A gauge of home-purchasing activity came in stronger than expected in September as buyers moved to take advantage of falling home prices, attractive mortgage rates, and a tax perk from Uncle Sam. The National Association of Realtors said Monday that its pending home sales index for September increased 6 percent from August and was more than 21 percent higher than in September of 2008—the largest year-over-year jump on record. (Pending home sales are measured by contract signings, as opposed to closings.) The index has now posted eight monthly increases in a row, representing the longest winning streak in its eight-year history. "Contract signings haven't been running this hot in almost three years," analyst Mike Larson of Weiss Research said in a report. Here are three things you need to know about the development:
1. Low prices, attractive mortgage rates: Home sales have firmed up in recent months as falling property values and cheap mortgage rates have increased the affordability of the housing stock.

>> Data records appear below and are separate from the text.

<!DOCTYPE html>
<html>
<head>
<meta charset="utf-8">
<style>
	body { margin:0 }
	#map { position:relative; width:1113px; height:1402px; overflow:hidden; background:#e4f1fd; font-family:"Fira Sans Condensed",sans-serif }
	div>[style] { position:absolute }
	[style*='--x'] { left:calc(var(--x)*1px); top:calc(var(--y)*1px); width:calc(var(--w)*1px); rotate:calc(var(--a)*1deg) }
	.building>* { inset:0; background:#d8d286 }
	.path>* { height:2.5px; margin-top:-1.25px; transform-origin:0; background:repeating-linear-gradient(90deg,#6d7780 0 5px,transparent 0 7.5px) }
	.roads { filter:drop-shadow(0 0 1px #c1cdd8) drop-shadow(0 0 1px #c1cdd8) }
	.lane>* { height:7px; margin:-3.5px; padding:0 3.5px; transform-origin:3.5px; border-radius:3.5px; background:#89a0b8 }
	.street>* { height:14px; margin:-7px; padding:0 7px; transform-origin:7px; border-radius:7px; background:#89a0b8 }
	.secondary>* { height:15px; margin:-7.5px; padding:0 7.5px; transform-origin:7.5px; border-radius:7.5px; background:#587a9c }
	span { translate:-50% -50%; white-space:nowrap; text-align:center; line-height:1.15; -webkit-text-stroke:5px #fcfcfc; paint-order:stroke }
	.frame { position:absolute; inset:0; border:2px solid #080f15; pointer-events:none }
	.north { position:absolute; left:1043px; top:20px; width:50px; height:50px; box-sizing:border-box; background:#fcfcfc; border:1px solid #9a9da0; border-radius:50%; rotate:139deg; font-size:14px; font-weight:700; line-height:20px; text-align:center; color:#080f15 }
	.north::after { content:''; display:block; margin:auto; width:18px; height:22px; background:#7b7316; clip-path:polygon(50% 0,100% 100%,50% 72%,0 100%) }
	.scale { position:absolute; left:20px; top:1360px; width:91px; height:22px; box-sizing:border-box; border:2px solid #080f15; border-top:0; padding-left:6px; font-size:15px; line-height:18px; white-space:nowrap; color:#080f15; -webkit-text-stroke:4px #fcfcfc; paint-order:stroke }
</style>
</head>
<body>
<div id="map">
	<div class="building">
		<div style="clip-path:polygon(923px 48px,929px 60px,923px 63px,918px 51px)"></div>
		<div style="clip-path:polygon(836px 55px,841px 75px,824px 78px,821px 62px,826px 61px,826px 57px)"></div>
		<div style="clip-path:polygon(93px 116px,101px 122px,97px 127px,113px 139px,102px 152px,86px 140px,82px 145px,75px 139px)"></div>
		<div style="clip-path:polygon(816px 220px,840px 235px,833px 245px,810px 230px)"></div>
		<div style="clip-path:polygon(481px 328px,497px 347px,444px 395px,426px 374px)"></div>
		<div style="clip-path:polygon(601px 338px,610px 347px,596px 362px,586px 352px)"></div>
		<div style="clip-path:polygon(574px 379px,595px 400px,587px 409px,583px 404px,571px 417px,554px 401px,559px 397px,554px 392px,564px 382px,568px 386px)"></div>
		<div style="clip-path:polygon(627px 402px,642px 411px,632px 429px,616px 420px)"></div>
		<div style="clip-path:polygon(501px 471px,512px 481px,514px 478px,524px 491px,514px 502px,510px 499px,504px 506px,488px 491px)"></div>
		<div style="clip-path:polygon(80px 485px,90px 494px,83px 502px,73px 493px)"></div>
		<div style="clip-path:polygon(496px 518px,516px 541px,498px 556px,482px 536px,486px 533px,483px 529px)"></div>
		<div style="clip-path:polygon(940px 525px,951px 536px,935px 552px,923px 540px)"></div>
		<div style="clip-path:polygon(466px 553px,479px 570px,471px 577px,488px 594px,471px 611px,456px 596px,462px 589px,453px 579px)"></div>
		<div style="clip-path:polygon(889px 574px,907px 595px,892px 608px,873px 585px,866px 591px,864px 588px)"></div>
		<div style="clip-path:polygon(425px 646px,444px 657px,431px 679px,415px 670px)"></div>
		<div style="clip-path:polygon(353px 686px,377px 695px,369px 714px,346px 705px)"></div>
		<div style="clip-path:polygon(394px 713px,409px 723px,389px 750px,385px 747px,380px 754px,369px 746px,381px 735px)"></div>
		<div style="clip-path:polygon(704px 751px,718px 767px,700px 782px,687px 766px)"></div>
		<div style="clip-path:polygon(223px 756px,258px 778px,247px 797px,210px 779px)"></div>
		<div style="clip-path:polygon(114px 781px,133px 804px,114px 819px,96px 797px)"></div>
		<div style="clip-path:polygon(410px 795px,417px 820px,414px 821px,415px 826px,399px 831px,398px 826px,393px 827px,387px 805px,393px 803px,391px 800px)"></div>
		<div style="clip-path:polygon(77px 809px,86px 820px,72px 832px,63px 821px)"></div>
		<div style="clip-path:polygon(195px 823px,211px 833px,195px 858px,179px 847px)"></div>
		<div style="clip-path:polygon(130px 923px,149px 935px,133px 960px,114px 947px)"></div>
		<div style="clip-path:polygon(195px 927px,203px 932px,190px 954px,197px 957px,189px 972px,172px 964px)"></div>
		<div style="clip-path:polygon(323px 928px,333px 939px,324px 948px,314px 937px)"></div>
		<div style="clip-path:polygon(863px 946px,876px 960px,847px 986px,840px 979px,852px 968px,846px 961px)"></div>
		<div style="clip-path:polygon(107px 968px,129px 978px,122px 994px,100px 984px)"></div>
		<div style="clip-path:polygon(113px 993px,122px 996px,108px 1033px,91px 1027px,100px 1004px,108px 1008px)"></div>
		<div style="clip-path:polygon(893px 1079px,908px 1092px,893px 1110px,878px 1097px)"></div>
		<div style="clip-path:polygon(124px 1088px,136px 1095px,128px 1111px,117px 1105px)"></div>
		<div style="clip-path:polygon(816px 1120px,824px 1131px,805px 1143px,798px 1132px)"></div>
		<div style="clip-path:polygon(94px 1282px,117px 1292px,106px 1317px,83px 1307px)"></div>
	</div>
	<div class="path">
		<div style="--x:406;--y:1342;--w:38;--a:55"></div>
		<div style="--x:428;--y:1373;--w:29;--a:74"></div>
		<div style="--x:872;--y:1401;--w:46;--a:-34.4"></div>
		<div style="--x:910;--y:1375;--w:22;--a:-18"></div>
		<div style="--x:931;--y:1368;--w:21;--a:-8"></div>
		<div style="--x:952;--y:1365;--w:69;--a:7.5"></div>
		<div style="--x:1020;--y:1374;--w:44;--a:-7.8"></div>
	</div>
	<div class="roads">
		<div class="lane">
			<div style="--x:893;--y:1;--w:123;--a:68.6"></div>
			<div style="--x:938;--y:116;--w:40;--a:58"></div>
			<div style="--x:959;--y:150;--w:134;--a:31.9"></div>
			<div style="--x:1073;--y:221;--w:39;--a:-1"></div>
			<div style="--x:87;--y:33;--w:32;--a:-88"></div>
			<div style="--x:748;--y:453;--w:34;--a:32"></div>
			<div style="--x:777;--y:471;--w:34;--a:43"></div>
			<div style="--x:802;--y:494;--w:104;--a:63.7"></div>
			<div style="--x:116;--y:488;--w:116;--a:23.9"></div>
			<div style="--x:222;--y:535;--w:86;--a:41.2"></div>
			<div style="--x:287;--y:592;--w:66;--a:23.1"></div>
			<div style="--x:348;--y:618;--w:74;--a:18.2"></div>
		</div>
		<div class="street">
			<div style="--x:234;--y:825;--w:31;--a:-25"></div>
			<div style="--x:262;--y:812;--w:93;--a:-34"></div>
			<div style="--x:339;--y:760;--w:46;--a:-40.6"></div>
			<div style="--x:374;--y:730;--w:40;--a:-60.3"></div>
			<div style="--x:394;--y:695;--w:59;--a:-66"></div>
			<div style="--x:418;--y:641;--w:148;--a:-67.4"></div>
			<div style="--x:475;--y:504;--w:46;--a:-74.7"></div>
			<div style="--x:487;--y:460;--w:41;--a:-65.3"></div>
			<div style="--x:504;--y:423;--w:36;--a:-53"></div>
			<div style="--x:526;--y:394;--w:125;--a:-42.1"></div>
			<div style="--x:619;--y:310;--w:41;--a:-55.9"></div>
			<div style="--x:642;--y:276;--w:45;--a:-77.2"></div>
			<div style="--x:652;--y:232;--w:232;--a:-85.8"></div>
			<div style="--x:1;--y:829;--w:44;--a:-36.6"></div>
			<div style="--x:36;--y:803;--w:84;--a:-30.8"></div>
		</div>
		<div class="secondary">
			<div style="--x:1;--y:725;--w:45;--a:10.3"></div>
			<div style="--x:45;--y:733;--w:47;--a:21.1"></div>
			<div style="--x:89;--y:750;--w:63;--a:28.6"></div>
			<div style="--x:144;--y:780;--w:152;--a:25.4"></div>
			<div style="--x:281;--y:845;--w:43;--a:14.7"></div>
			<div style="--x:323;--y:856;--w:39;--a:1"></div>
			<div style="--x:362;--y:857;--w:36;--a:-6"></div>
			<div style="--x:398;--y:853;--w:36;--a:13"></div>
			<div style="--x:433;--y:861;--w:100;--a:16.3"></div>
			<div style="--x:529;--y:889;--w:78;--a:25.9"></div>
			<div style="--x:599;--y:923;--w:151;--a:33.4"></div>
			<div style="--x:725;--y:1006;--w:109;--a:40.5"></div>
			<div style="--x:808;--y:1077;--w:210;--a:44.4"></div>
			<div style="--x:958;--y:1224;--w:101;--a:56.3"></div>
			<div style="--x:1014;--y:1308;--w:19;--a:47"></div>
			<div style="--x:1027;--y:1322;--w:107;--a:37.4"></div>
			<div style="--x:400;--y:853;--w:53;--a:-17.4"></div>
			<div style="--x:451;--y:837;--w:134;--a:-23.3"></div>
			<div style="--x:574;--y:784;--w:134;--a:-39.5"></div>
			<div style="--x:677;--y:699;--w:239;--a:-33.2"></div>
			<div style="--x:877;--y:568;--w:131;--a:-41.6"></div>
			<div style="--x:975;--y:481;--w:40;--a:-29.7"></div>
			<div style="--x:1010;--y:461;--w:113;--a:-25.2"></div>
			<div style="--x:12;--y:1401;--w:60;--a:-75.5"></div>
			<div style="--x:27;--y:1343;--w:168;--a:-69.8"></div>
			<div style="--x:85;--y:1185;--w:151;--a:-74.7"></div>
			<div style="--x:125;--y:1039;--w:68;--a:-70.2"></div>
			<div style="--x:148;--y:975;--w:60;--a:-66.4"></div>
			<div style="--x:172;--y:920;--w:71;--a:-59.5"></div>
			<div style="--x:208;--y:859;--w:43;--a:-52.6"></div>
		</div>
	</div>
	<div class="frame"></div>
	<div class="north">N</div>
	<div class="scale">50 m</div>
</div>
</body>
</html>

Through August, home prices in 20 major U.S. cities had returned to autumn 2003 levels, down more than 29 percent from their 2006 peaks, according to the most recent S&P/Case-Shiller report. Rates on 30-year fixed mortgages, meanwhile, dropped to an average of 5.18 percent in the last week of September, down from 6.22 percent a year earlier, according to HSH.com.
2. $8,000 deadline: At least a portion of the report's strength reflects the looming expiration of the $8,000 first-time home buyer tax credit. In order to obtain the popular tax perk, buyers must have a transaction closed by November 30. And since closings can take 30 to 90 days in today's market, buyers need a signed contract well before the tax credit's deadline to ensure they'll qualify. "Clearly, buyers were eager to get business done before the credit's November expiration," Larson said. Last week, however, Senate lawmakers reached a bipartisan deal to push back the tax credit's deadline and expand it to current homeowners. In addition, the Obama administration expressed support for extending the credit, making the likelihood of its enactment. The political outlook for expanding the first-time home buyer tax credit was less clear in September, prompting some buyers to believe they needed to act fast or risk missing out.
3. October surprise: October, however, is much closer to the November 30 deadline. And, again, for most of October the outlook for the credit's extension was less optimistic than it is today. As a result, some housing experts say pending homes sales figures may slip when the October numbers come in. "We are still cautious," Ian Shepherdson, chief U.S. economist at High Frequency Economics, said in a report. "[I]t may be simply that people rushed to contract in Sep so as to be sure of closing by Nov 30, in which case there is still scope for a sharp fall in the October index."
For his part, Larson says he wouldn't be shocked to see the pending home sales index decline in the next couple of months, but he doesn't feel any slippage will be enough to derail a recovery. "[W]ith Congress set to extend the credit through mid-2010 . . . and expand it to a broader pool of potential buyers . . . the market should remain fairly well-supported," he said in a report.